Under Pep Guardiola they became quite possibly the most dominant and complete team that we’ve ever seen. They changed the way we thought about football (although not the first to play the way they did) and they produced one of the most compelling rivalries in modern sport with Jose Mourinho’s Real Madrid. Off the back of their success, La Liga developed into a real challenger to the Premier League for No. 1 status.
But something has gone terribly wrong.
In case you missed it yesterday, Barcelona ended the 2021 summer transfer window with a sad whimper. They sent Antoine Griezmann, whom they signed for €120 million, back to Atletico Madrid on loan with a mandatory purchase clause of €40 million in either 2022 or 2023. To compensate for the loss they brought in Luuk de Jong from Sevilla on loan.
This was a summer where they lost their greatest ever player, Lionel Messi, due to a farcical financial situation and asked the four captains of the club, along with other senior players, to take big pay-cuts just to allow them to comply with La Liga’s salary cap rules.

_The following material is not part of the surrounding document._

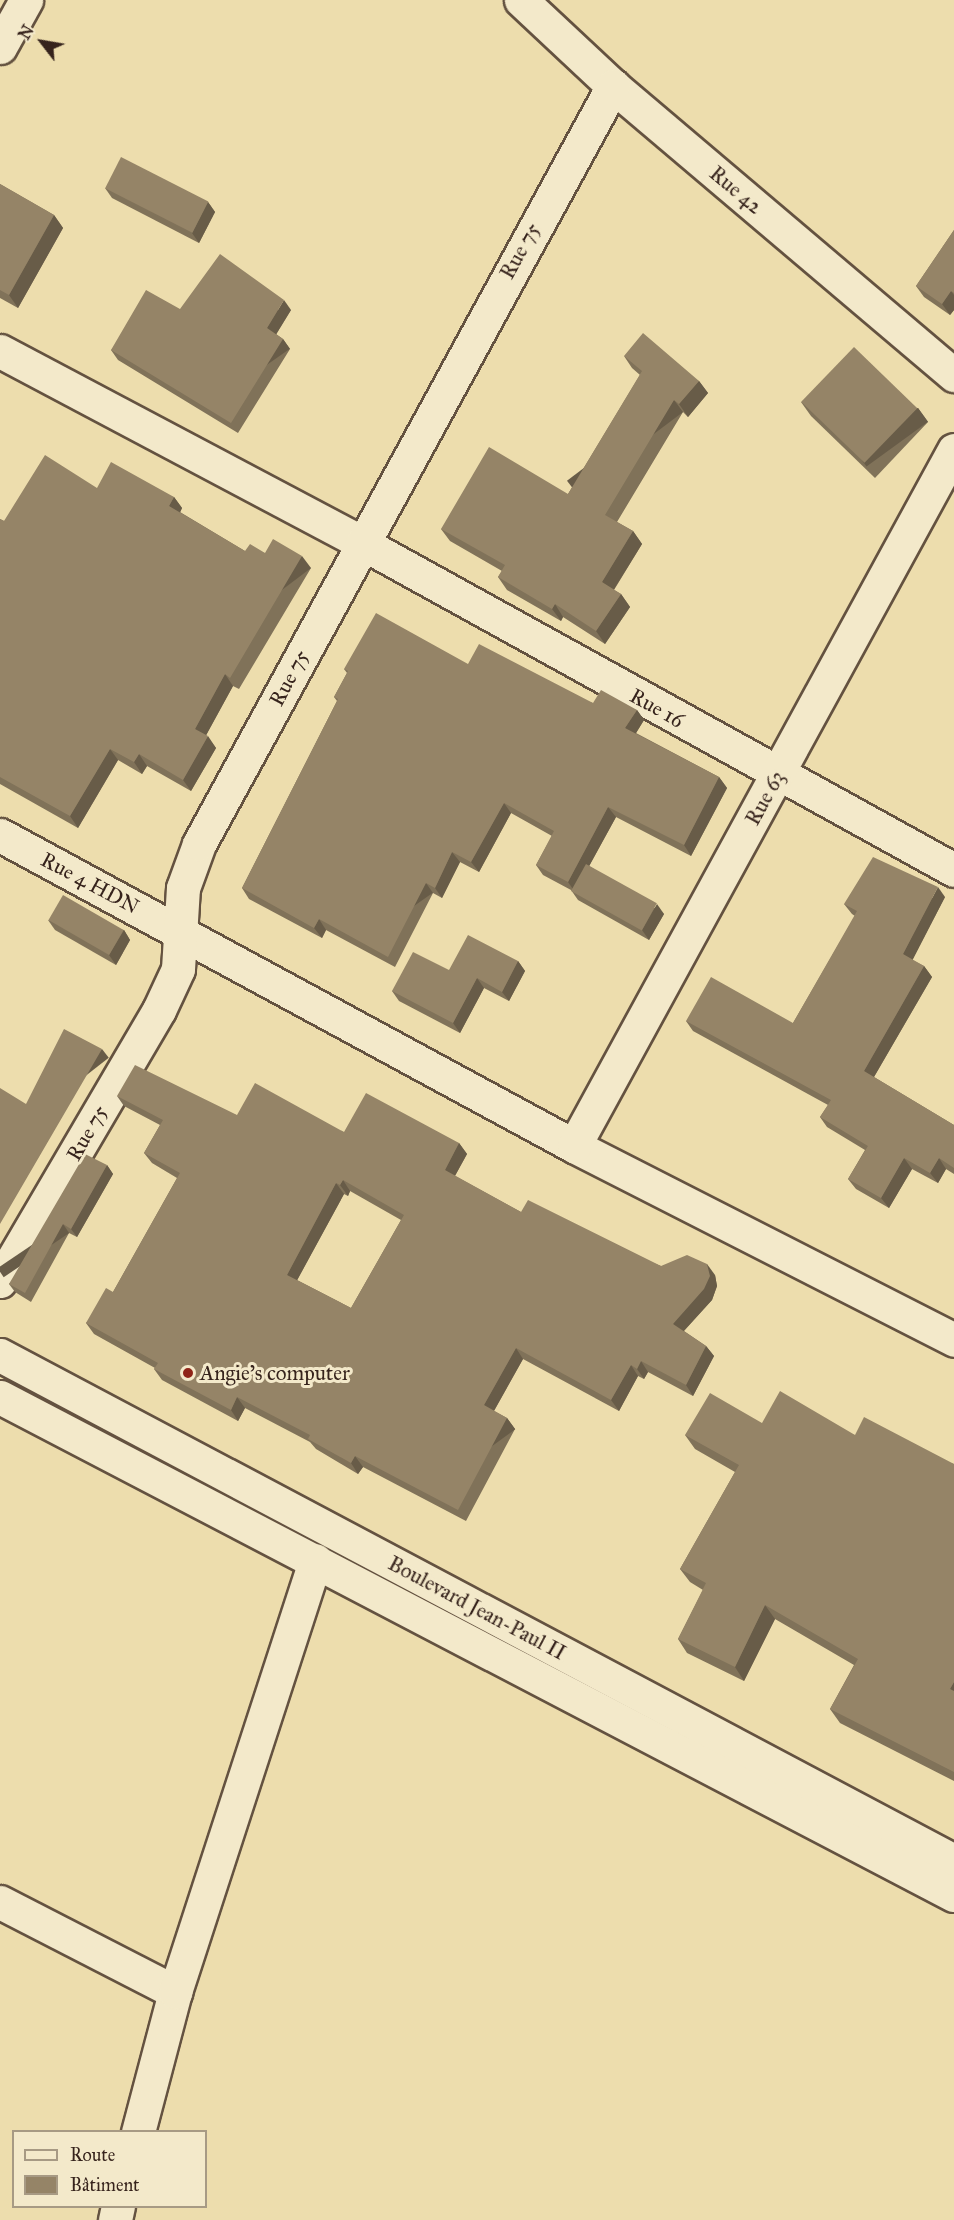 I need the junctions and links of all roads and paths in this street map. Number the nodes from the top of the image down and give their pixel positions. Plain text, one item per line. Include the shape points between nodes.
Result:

2021 has been a year marked with off the field scandals as well. From investigations into former board members allegedly hiring a company to post derogatory social media comments about star players and club legends, to the suggestion that the club didn’t do everything possible to keep Messi and the entirely amateurish way that entire affair was handled.
Across the board there are other huge mis-steps that exemplify a club who have badly lost their way. In 2013 they finally cracked and got a paid shirt sponsorship, with Qatar Airways of all organisations. That changed to Rakuten in 2017. They, along with Real Madrid and Juventus, are one of the chief antagonists in the European Super League scandal, which their members are vehemently against. And the La Masia pipeline has dried up as well. In the current first-team squad the only graduates are Gerard Pique (34), Sergio Busquets (33), Sergi Roberto (29), Oscar Mingueza (22), Riqui Puig (22), Eric Garcia (20) and Ansu Fati (18). Of that list the first three could be out of the club (or strongly phased out) in the next couple of seasons whilst Puig’s future is still uncertain after a rocky few years.

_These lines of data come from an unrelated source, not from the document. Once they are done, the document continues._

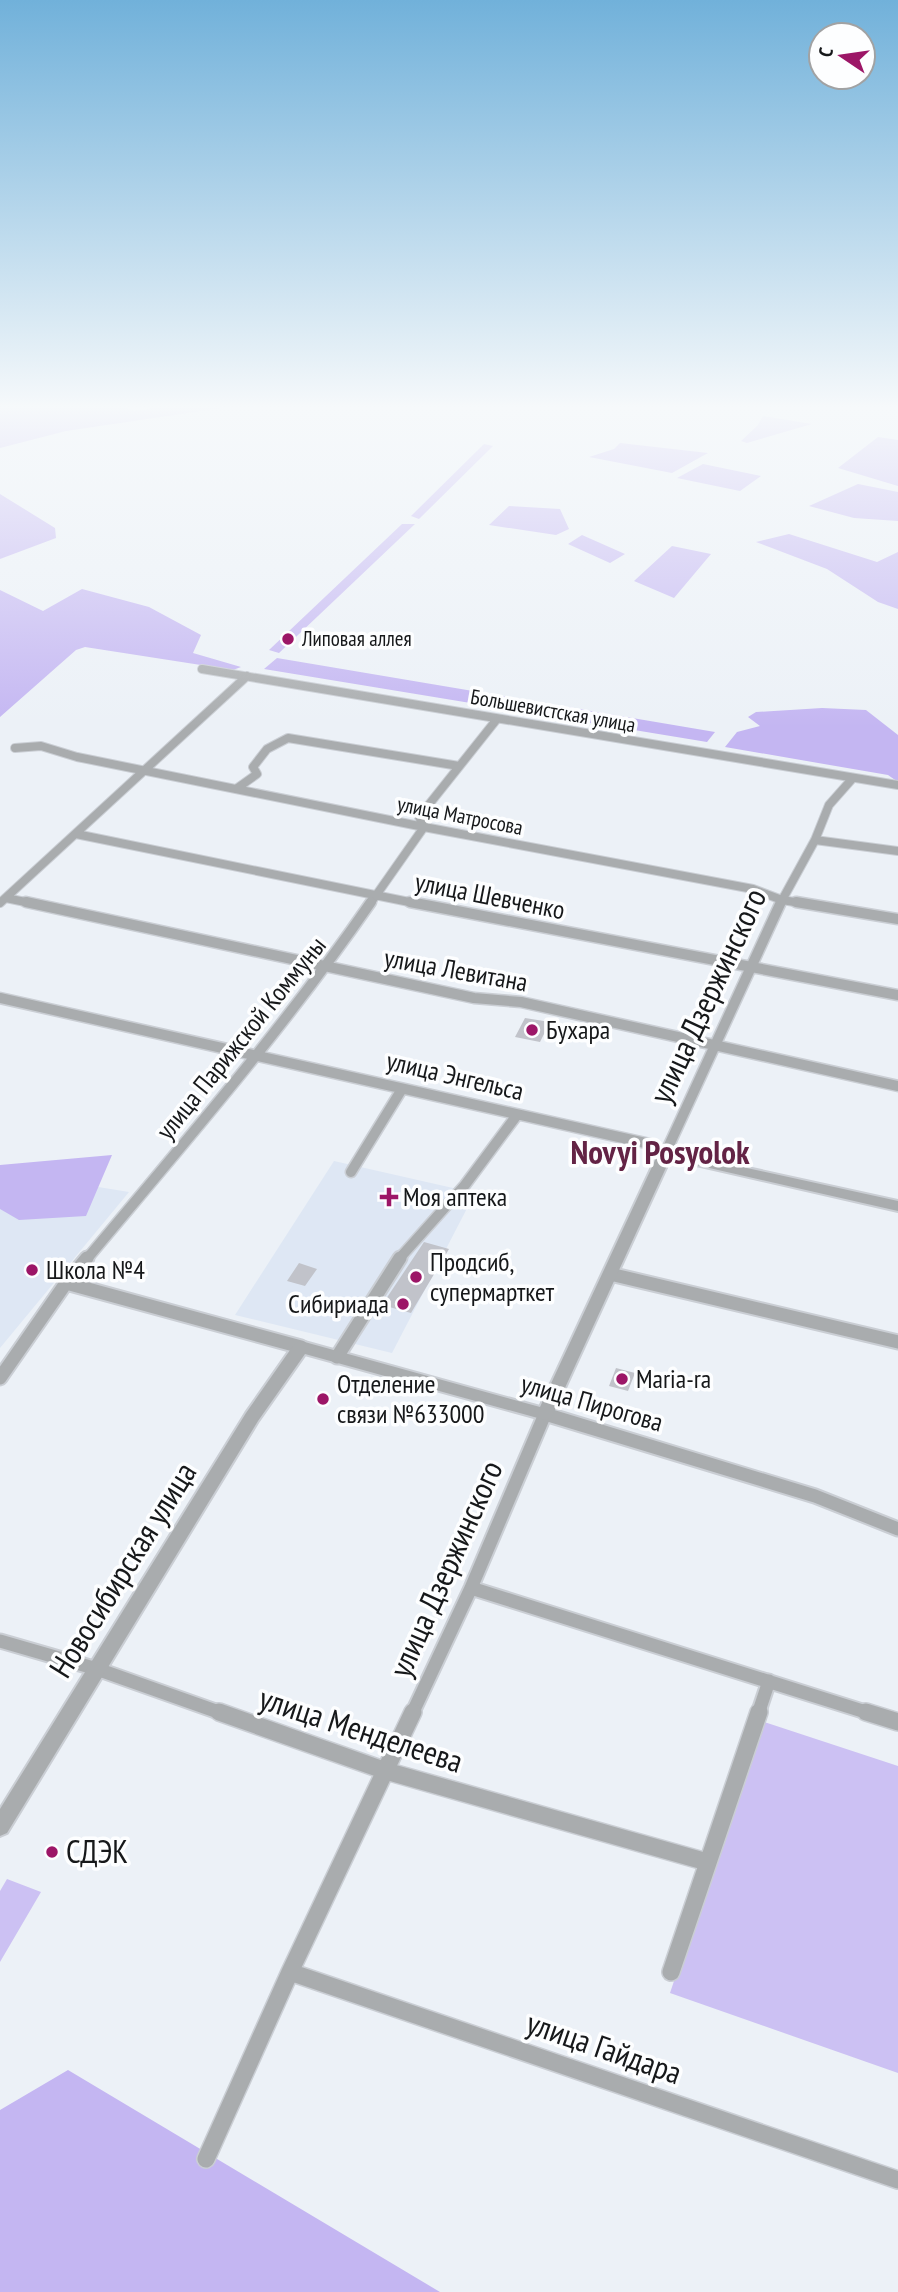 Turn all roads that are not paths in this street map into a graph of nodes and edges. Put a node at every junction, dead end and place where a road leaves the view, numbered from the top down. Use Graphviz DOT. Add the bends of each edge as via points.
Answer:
graph roads {
  1 [pos="202,669"];
  2 [pos="247,676"];
  3 [pos="497,719"];
  4 [pos="15,748"];
  5 [pos="459,766"];
  6 [pos="145,770"];
  7 [pos="852,779"];
  8 [pos="898,785"];
  9 [pos="236,789"];
  10 [pos="424,827"];
  11 [pos="76,834"];
  12 [pos="815,840"];
  13 [pos="898,851"];
  14 [pos="376,896"];
  15 [pos="3,900"];
  16 [pos="782,900"];
  17 [pos="898,919"];
  18 [pos="327,966"];
  19 [pos="753,967"];
  20 [pos="898,995"];
  21 [pos="0,998"];
  22 [pos="714,1047"];
  23 [pos="257,1057"];
  24 [pos="898,1086"];
  25 [pos="402,1089"];
  26 [pos="517,1115"];
  27 [pos="665,1154"];
  28 [pos="351,1172"];
  29 [pos="898,1206"];
  30 [pos="610,1273"];
  31 [pos="66,1283"];
  32 [pos="898,1342"];
  33 [pos="302,1347"];
  34 [pos="337,1357"];
  35 [pos="0,1378"];
  36 [pos="545,1414"];
  37 [pos="898,1529"];
  38 [pos="471,1588"];
  39 [pos="0,1640"];
  40 [pos="97,1669"];
  41 [pos="769,1681"];
  42 [pos="898,1722"];
  43 [pos="386,1772"];
  44 [pos="0,1827"];
  45 [pos="707,1862"];
  46 [pos="290,1972"];
  47 [pos="671,1972"];
  48 [pos="206,2159"];
  49 [pos="898,2180"];
  1 -- 2 [label="street, Большевистская улица"];
  2 -- 3 [label="street, Большевистская улица"];
  2 -- 6 [label="street"];
  3 -- 5 [label="street, улица Парижской Коммуны"];
  3 -- 7 [label="street, Большевистская улица"];
  4 -- 6 [label="street, улица Матросова" via="41,746"];
  5 -- 9 [label="street" via="288,738 257,759 253,767 257,774"];
  5 -- 10 [label="street, улица Парижской Коммуны" via="419,817"];
  6 -- 9 [label="street, улица Матросова"];
  6 -- 11 [label="street"];
  7 -- 8 [label="street, Большевистская улица"];
  7 -- 12 [label="street, улица Дзержинского" via="829,805"];
  9 -- 10 [label="street, улица Матросова"];
  10 -- 14 [label="street, улица Парижской Коммуны"];
  10 -- 16 [label="street, улица Матросова" via="753,889"];
  11 -- 14 [label="street, улица Шевченко"];
  11 -- 15 [label="street"];
  12 -- 13 [label="street"];
  12 -- 16 [label="street, улица Дзержинского"];
  14 -- 18 [label="street, улица Парижской Коммуны"];
  14 -- 19 [label="street, улица Шевченко"];
  15 -- 18 [label="street, улица Левитана"];
  16 -- 17 [label="street, улица Матросова"];
  16 -- 19 [label="street, улица Дзержинского"];
  18 -- 22 [label="street, улица Левитана" via="474,998 521,1002"];
  18 -- 23 [label="street, улица Парижской Коммуны"];
  19 -- 20 [label="street, улица Шевченко"];
  19 -- 22 [label="street, улица Дзержинского"];
  21 -- 23 [label="street, улица Энгельса"];
  22 -- 24 [label="street, улица Левитана"];
  22 -- 27 [label="street, улица Дзержинского"];
  23 -- 25 [label="street, улица Энгельса"];
  23 -- 31 [label="street, улица Парижской Коммуны"];
  25 -- 26 [label="street, улица Энгельса"];
  25 -- 28 [label="street"];
  26 -- 27 [label="street, улица Энгельса" via="650,1144"];
  26 -- 34 [label="street" via="465,1185 393,1266"];
  27 -- 29 [label="street, улица Энгельса"];
  27 -- 30 [label="street, улица Дзержинского"];
  30 -- 32 [label="street"];
  30 -- 36 [label="street, улица Дзержинского"];
  31 -- 33 [label="street, улица Пирогова"];
  31 -- 35 [label="street, улица Парижской Коммуны"];
  33 -- 34 [label="street, улица Пирогова"];
  33 -- 40 [label="street, Новосибирская улица" via="252,1417"];
  34 -- 36 [label="street, улица Пирогова"];
  36 -- 37 [label="street, улица Пирогова" via="815,1496"];
  36 -- 38 [label="street, улица Дзержинского"];
  38 -- 41 [label="street"];
  38 -- 43 [label="street, улица Дзержинского"];
  39 -- 40 [label="street, улица Менделеева"];
  40 -- 43 [label="street, улица Менделеева"];
  40 -- 44 [label="street, Новосибирская улица"];
  41 -- 42 [label="street"];
  41 -- 45 [label="street"];
  43 -- 45 [label="street, улица Менделеева"];
  43 -- 46 [label="street, улица Дзержинского"];
  45 -- 47 [label="street"];
  46 -- 48 [label="street, улица Дзержинского"];
  46 -- 49 [label="street, улица Гайдара"];
}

Remember when they fielded an entire XI of home-grown players? Of course it was a one-off gimmick for the most part but it also spoke volumes to the amount of depth the academy can provide. One of the underrated hallmarks of the Guardiola era in Barcelona was the number of squad players who played vital utility roles. Many notably failed to make an impact somewhere else. A skill of Guardiola’s that is right out of the Sir Alex Ferguson playbook. Maybe you can argue that Mingueza and Puig now fulfil that role but that’s it. Perhaps Nico Gonzalez or Gavi will add to that list, but it’s something that’s been going on for years.
No club is ever perfect. The 2000s/early 2010s Barcelona had a number of notable whiffs (Keirrison and Douglas fans represent) and their conduct was hardly exemplary all the time. But Barcelona were supposed to be the team who rose above as much as possible. They were supposed to stand for something different.
Now? Now they stand for nothing. There is no direction, no spine and no scruples. In the Guardian article, Soriano’s last quote to Conn was this:
"But we do compete, with pride in who we are, our history and values. Our supporters would feel alienated if we had a structure like Arsenal or Chelsea."
In the past Barcelona were the odd one out of those three clubs. Now it is Chelsea. A chaotic club in their own right but consistently successful and far better run. Barcelona aren’t the Arsenal of Spain yet (hello Valencia) but they’re on the way.